#### DATA FOR THE TASK
- Opening Delimiter -
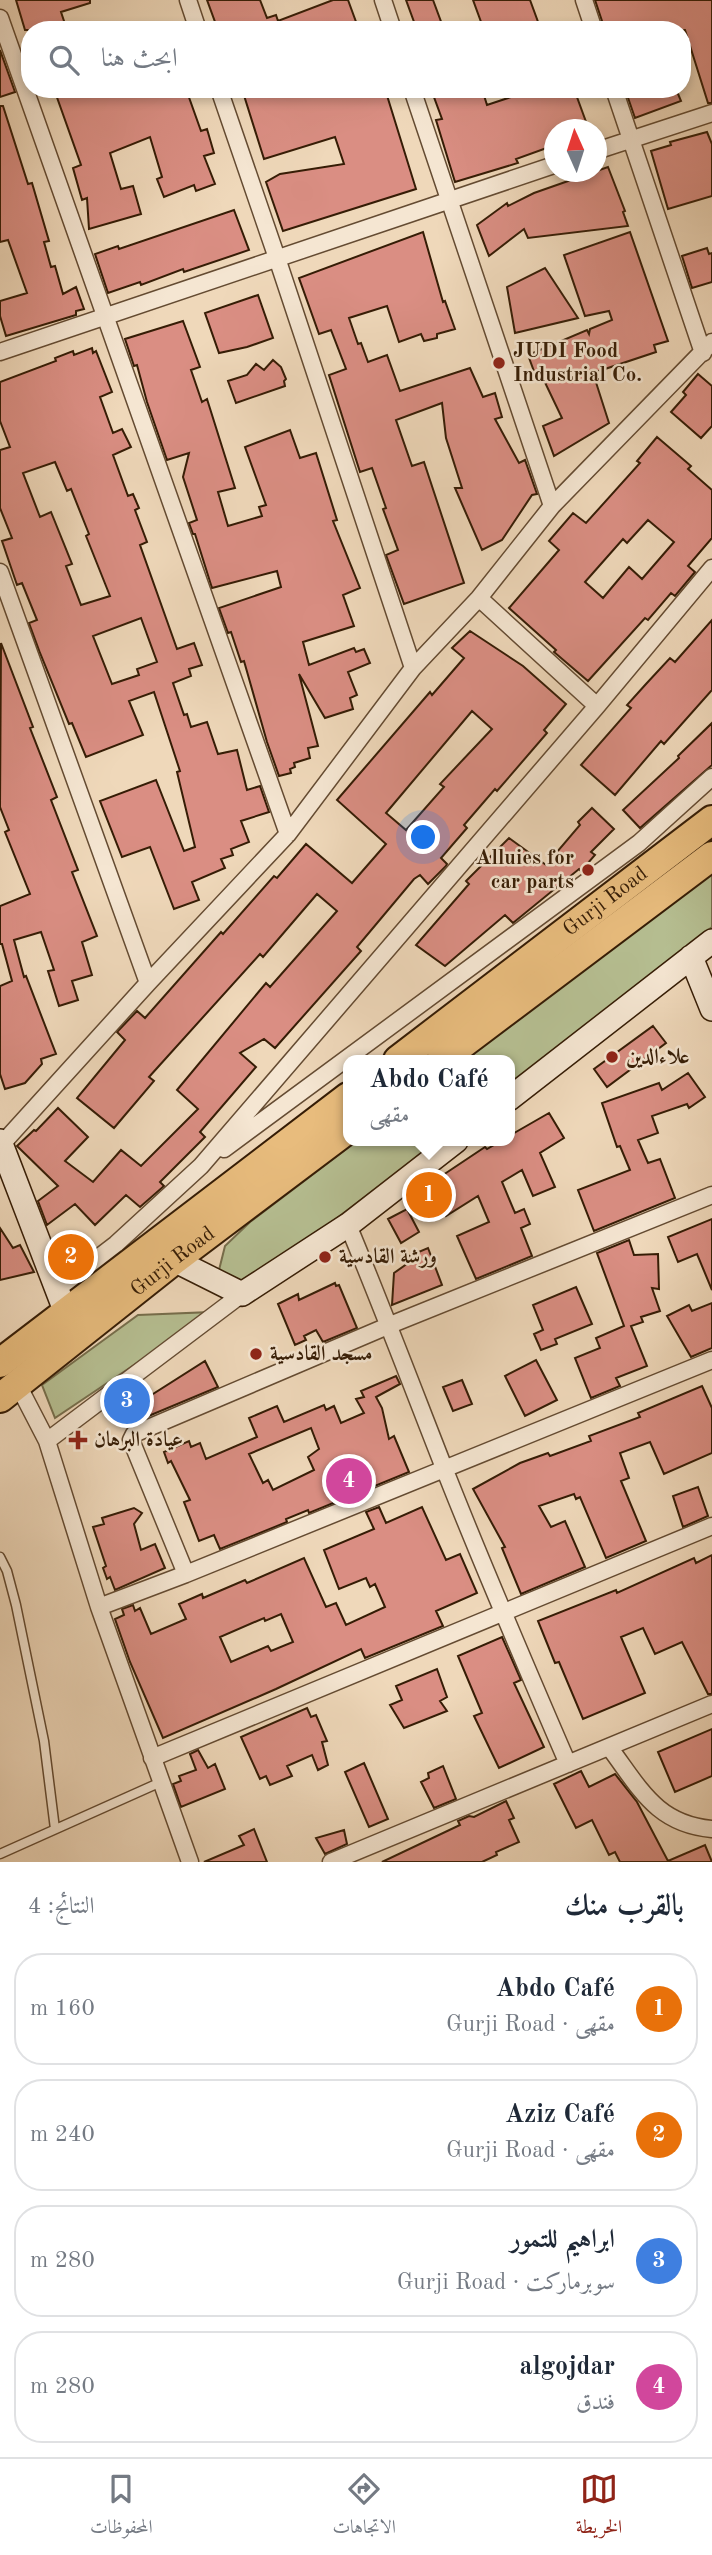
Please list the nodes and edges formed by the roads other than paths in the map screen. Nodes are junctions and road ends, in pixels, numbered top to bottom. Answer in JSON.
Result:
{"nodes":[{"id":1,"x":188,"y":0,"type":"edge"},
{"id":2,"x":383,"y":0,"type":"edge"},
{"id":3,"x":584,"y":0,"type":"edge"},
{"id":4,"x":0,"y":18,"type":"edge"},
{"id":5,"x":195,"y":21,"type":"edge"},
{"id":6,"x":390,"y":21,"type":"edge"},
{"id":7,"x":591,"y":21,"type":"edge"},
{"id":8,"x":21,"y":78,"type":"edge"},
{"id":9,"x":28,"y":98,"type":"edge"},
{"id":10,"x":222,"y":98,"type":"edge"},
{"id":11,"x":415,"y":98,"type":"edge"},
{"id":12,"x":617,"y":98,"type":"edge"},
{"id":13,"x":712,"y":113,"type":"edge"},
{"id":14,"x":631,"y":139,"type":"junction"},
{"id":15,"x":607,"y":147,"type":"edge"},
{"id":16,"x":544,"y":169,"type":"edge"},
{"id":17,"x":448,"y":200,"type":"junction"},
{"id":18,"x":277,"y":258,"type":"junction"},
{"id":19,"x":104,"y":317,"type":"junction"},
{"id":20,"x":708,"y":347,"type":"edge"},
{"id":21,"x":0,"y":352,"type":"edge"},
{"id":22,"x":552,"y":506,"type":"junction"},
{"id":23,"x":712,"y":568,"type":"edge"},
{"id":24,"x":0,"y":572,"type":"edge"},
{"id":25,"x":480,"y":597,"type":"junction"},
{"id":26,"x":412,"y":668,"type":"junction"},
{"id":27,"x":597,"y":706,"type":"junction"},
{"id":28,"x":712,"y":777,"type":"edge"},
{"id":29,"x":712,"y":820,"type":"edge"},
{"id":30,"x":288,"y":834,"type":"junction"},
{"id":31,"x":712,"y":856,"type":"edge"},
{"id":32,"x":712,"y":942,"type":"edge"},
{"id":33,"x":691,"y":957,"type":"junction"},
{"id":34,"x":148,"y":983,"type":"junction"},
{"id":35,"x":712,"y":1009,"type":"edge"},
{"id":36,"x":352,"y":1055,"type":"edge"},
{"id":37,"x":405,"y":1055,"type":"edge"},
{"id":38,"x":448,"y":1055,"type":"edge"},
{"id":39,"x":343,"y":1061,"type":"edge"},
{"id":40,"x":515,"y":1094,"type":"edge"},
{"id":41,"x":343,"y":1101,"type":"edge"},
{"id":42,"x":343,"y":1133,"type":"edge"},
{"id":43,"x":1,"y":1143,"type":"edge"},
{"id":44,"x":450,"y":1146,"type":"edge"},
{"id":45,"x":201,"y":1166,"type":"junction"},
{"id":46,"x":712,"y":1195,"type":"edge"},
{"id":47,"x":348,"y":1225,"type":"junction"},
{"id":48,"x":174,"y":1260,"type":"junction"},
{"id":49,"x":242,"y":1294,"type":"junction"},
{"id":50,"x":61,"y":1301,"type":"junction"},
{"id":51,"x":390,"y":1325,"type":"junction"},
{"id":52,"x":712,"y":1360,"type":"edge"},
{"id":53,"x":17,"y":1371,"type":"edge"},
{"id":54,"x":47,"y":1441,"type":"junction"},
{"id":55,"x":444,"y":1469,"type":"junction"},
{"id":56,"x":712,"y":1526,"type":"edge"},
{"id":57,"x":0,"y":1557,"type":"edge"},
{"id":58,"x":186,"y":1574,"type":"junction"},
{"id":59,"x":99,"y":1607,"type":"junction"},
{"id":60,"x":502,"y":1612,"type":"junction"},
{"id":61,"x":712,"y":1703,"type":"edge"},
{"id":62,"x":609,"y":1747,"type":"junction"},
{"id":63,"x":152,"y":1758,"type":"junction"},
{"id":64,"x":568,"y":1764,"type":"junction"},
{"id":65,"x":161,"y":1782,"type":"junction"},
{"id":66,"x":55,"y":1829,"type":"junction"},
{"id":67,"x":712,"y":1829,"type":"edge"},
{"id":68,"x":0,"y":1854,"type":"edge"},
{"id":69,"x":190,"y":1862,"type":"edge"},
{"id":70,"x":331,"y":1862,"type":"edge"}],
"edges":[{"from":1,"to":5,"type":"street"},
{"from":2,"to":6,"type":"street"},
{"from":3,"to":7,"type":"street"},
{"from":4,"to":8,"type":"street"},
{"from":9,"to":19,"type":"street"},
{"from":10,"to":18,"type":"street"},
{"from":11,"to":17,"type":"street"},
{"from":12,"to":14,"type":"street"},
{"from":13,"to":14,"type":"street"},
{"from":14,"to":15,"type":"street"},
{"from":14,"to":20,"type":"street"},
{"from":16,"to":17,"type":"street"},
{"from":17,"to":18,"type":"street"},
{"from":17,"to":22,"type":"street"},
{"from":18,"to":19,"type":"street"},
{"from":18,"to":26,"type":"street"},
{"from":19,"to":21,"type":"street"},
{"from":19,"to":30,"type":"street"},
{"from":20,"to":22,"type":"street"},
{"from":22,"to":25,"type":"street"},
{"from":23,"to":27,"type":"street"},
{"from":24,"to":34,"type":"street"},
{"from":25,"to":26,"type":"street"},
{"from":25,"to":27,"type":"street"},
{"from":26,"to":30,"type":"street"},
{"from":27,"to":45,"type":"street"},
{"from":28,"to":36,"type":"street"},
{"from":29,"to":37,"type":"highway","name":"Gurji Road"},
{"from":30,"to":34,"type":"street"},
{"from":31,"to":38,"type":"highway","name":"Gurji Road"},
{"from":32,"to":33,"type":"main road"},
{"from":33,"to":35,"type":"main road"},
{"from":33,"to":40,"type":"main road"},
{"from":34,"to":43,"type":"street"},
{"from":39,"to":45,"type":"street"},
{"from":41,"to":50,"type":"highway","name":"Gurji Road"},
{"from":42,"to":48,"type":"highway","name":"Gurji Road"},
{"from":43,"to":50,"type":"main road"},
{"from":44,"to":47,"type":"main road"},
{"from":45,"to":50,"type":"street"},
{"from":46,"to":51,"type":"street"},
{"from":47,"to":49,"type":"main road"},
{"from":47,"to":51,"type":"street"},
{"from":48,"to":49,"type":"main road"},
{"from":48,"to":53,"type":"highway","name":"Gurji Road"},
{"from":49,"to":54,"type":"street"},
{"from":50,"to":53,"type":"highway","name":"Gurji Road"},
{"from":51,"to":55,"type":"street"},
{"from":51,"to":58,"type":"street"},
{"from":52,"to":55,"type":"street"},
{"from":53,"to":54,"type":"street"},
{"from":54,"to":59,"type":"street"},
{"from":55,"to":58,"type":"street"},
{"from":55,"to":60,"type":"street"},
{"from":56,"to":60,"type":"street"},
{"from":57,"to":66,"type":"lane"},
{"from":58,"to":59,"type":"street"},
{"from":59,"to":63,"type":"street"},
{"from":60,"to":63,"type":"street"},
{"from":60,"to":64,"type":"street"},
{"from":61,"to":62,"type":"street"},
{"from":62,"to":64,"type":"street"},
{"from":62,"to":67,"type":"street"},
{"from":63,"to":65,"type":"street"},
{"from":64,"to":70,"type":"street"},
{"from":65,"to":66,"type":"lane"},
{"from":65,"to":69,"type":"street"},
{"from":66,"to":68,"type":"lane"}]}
- Closing Delimiter -
- Opening Delimiter -
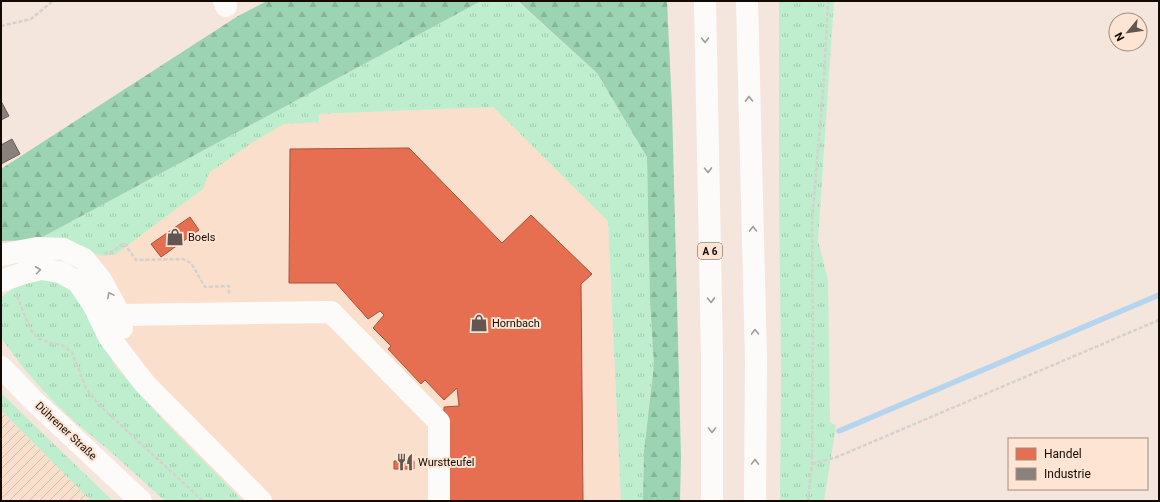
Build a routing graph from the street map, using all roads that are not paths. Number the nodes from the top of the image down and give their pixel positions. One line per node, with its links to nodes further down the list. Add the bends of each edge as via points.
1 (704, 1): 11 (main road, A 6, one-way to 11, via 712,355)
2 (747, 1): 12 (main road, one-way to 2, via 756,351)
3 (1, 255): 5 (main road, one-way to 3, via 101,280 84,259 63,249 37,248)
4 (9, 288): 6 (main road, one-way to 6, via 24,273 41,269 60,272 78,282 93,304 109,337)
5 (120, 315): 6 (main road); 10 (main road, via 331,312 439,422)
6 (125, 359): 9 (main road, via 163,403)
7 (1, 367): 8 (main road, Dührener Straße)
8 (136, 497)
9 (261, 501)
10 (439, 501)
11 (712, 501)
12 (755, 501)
- Closing Delimiter -
- Opening Delimiter -
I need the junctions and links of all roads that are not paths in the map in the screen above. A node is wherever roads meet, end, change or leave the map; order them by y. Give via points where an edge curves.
- Closing Delimiter -
#### WORK TO COMPLETE
Copy each line of the listing that holds the word "junctions".

#### REPLY TO THE TASK
Please list the nodes and edges formed by the roads other than paths in the map screen. Nodes are junctions and road ends, in pixels, numbered top to bottom. Answer in JSON.
I need the junctions and links of all roads that are not paths in the map in the screen above. A node is wherever roads meet, end, change or leave the map; order them by y. Give via points where an edge curves.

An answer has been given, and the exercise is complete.